> [The data]
━━━━━━━━━━

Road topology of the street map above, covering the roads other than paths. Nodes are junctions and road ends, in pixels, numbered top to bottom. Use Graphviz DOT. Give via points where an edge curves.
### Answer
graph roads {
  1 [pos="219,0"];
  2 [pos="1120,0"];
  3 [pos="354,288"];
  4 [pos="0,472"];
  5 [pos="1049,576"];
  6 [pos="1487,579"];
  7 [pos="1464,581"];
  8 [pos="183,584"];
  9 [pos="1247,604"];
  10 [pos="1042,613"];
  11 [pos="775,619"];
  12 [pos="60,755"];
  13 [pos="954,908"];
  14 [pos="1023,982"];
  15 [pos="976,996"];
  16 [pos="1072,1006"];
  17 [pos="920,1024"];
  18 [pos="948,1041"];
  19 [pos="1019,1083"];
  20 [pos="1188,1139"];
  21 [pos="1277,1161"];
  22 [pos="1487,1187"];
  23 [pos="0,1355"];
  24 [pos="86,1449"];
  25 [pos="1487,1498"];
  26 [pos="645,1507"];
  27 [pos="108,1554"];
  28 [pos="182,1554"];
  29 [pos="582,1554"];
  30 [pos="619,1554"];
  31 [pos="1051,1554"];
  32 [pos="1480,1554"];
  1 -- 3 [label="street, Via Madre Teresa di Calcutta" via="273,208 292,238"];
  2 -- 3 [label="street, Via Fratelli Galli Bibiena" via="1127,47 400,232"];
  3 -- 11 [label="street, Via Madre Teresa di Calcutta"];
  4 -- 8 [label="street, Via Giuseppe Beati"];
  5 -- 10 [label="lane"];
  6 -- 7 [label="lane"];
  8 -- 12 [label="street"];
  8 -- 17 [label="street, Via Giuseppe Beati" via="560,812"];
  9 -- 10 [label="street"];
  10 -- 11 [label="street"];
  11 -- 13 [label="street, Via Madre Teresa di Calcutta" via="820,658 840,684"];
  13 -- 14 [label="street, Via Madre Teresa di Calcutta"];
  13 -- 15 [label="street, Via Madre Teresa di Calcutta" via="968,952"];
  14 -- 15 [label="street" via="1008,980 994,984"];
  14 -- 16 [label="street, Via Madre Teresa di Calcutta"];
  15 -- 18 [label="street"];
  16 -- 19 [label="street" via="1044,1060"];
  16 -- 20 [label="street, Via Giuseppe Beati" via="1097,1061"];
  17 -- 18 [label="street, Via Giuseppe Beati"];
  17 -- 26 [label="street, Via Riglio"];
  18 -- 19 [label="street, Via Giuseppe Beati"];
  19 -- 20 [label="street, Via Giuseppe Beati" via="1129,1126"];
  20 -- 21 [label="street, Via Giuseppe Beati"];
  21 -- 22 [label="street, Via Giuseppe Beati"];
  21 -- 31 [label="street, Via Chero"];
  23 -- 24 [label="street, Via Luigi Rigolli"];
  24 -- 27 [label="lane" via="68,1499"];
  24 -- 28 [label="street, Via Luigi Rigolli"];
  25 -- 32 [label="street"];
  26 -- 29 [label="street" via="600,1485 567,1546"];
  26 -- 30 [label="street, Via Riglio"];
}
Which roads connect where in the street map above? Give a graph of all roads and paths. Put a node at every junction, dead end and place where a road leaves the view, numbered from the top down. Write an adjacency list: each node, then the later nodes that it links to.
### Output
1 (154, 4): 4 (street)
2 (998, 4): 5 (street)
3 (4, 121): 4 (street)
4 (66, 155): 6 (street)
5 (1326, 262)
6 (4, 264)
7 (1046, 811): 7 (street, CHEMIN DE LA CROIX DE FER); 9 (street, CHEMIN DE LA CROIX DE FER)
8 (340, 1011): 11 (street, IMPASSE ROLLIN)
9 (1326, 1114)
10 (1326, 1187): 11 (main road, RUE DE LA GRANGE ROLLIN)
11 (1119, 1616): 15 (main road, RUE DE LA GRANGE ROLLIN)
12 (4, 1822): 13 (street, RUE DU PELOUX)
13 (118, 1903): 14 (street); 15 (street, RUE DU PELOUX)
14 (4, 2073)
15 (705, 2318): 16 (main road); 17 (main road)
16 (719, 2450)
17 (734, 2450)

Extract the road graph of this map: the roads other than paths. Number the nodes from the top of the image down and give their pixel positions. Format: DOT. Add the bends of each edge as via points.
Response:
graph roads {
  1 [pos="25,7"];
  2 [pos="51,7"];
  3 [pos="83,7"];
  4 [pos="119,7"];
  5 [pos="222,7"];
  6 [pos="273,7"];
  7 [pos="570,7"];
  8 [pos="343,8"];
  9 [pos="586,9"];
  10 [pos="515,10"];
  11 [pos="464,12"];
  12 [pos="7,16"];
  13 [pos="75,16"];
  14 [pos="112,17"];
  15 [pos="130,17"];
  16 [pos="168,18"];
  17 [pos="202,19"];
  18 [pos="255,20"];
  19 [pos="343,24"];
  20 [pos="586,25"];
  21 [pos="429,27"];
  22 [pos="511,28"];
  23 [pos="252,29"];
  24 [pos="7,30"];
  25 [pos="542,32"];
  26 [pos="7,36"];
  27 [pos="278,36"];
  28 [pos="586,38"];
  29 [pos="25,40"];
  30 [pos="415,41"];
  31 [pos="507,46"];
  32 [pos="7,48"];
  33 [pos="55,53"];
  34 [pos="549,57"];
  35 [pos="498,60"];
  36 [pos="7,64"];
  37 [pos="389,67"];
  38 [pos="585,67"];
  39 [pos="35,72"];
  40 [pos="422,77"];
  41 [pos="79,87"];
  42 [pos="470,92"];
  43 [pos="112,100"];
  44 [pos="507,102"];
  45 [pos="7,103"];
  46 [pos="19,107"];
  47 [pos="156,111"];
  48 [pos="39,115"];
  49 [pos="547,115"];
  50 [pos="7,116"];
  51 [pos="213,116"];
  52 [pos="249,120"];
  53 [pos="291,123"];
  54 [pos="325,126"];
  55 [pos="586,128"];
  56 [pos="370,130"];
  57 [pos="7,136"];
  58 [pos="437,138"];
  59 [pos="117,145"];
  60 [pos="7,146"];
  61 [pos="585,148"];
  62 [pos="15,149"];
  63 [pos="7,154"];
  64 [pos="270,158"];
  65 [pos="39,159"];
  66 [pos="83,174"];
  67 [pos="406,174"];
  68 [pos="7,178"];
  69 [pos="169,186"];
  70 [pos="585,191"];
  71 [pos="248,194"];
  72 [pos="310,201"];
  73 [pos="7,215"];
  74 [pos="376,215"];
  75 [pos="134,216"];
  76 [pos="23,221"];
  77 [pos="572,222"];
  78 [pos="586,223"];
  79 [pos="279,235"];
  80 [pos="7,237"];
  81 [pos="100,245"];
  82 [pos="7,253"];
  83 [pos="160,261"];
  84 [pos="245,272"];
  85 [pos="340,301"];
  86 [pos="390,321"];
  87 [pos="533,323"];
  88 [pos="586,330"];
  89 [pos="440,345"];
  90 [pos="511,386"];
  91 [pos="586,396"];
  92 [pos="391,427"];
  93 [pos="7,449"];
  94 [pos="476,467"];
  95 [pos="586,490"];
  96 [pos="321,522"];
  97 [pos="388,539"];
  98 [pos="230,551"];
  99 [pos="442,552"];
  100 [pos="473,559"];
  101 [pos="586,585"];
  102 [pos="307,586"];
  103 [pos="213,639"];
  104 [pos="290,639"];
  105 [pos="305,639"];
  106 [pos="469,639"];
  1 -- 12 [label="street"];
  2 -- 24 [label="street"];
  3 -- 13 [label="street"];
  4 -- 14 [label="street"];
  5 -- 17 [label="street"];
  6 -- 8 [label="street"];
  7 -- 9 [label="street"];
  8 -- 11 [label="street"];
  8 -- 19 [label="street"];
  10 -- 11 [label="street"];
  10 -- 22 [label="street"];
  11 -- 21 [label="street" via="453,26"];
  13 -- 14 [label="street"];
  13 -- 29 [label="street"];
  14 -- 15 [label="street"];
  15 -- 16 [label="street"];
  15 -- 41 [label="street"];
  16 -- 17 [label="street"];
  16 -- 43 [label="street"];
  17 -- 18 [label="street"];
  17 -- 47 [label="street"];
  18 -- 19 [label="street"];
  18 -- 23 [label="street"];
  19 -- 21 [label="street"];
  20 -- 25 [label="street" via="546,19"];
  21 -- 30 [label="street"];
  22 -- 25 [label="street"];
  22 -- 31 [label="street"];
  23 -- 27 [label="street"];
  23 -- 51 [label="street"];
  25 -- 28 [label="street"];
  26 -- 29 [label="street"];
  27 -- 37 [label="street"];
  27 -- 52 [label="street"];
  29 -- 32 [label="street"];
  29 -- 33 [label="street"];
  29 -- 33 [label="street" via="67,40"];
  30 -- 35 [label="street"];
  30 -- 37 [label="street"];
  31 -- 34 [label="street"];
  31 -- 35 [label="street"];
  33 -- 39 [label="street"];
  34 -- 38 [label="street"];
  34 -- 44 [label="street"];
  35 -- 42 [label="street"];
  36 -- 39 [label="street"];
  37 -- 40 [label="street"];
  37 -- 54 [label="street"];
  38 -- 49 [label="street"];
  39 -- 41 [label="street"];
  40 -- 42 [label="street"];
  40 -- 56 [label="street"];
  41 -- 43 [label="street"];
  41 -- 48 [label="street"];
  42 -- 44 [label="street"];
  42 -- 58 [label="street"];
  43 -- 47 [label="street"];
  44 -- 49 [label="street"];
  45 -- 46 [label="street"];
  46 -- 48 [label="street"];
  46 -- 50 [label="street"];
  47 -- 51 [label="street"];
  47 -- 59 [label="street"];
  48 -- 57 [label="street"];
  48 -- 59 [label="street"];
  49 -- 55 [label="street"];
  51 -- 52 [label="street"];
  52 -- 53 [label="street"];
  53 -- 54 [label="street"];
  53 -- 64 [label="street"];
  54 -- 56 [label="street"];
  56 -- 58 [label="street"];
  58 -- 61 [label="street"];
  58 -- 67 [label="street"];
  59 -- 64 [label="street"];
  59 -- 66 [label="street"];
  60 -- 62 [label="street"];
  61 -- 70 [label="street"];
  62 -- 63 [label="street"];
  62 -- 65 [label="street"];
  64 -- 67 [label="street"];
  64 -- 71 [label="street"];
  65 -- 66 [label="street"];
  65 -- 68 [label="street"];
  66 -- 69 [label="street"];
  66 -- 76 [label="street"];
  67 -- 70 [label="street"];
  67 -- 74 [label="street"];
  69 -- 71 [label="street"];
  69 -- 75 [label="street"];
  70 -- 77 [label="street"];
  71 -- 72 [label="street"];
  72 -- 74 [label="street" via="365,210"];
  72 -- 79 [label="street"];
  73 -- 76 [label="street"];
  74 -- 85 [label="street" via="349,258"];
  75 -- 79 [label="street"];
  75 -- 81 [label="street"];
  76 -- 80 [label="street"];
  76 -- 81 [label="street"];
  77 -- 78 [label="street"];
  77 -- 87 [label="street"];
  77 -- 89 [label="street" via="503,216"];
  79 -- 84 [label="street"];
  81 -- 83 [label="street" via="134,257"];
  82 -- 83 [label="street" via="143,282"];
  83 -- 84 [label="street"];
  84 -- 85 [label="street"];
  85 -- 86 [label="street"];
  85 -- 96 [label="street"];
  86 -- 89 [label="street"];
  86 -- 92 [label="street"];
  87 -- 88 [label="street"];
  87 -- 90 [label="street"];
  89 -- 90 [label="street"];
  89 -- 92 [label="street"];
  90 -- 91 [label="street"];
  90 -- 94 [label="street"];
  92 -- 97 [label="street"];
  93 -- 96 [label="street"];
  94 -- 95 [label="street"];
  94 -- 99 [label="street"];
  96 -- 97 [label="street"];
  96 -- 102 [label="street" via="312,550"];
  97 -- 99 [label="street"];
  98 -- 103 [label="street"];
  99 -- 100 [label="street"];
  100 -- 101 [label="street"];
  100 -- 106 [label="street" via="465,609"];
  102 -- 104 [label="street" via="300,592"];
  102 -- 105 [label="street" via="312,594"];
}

━━━━━━━━━━

> [Problem to work on]
Take from the listing above each line containing "Riglio".

> [Expected output]
  17 -- 26 [label="street, Via Riglio"];
  26 -- 30 [label="street, Via Riglio"];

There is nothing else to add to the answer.